Endah memelotot ke arah Ajeng sebentar kemudian kembali ke arah Ayunda.
Ayunda mengepal kedua tangannya sendiri. Rahangnya mengatup kuat. Ia sedang menahan emosi agar tidak melawan Endah. Bagaimana pun Endah adalah orang tua.
"Jawab Ibu, Ayunda!" bentak Endah lagi dan kembali mengguncang tubuh Ayunda semakin keras.
"Bu ..." ucap Ayunda lirih.
"Apa? Ayo ngomong! Jawab semua pertanyaan Ibu!"
"Semua karena Mas Singgih sudah menikah lagi dengan teman sekantornya secara diam-diam," ujar Ayunda dengan tangan masih mengepal dan kepala tertunduk.
"Apa?
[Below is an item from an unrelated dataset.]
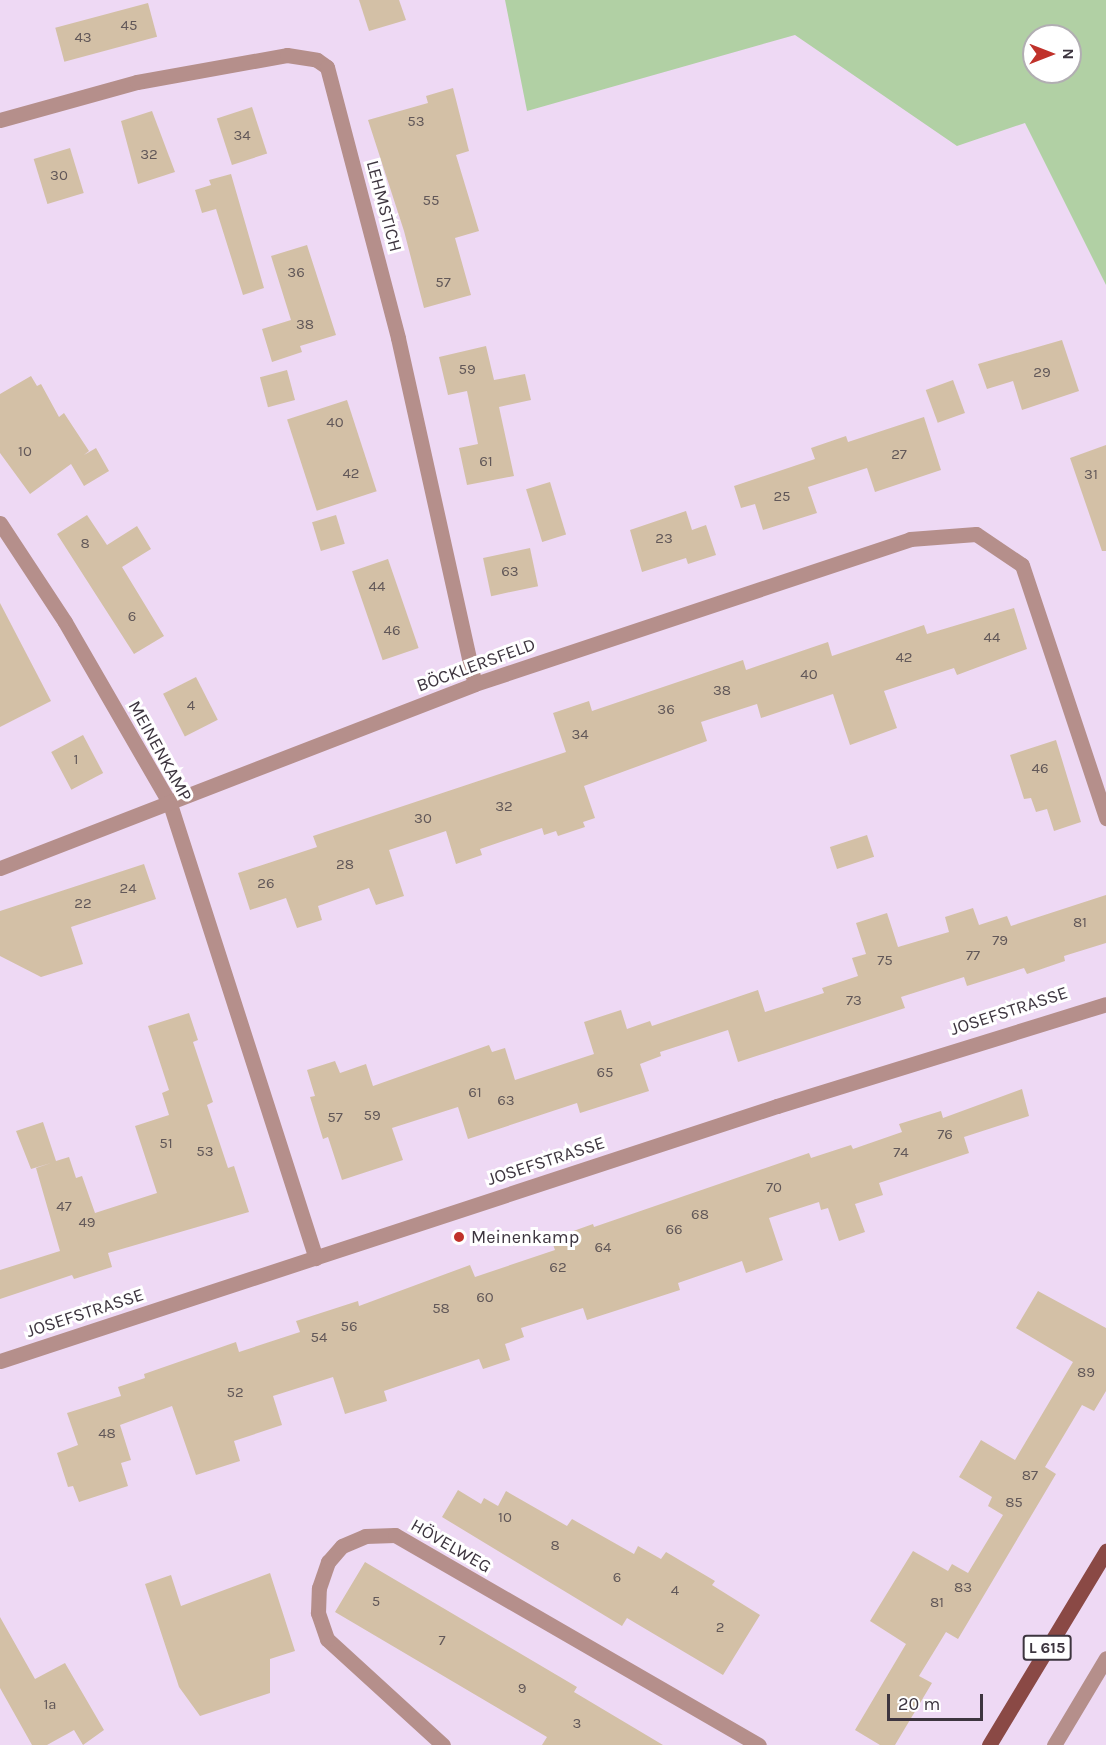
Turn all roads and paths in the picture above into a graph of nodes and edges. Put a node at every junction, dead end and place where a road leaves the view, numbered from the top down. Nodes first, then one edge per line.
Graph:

Apa kamu bilang, Ayunda?" tanya Endah dengan nada tidak percaya.
"Mas Singgih selingkuh di belakang Ayunda, Bu," lanjut Ayunda.
"A - apa? Jangan mengada-ada kamu, Ayunda," tanya Endah kali ini dengan suara mengecil.
"Mas Singgih mengkhianati pernikahan kami, Bu! Kami bukan suami istri lagi. Mas Singgih sudah menjatuhkan talak padaku, Bu!" Kali ini ganti Ayunda yang berteriak.
Ayunda sudah tak peduli lagi dengan tatapan semua orang. Tak peduli lagi dengan tata krama dan juga kesopanan. Ayunda tak peduli dengan mertua atau apalah namanya.
Tubuh Endah lemas setelah mendengar jawaban dari Ayunda.
"Nggak. Nggak mungkin Singgih begitu, Ayunda," ujar Endah lirih.
Ajeng segera memeluk Endah dengan kuat. Ajeng tahu, Endah memiliki trauma di masa mudanya. Suami Endah juga pernah menyakiti Endah dengan hal yang sama.
Kenyataan itulah yang membuat kondisi Endah berubah.
"Bu. Ibu! Sadar, Bu," panggil Ajeng berkali-kali.
"Bu ... Suster tolong Ibu saya, Suster," pinta Ajeng.
Beberapa suster jaga segera mengambil brankar dan membawanya ke arah Endah.
Setelah Endah direbahkan, mereka memeriksa denyut nadi dan juga napas Endah.
"Cepat bawa ke UGD saja," ucap salah satu suster.
Ayunda tetap berdiri dalam posisi yang sama. Ia hanya sanggup melihat Ajeng berlari mengiringi Endah.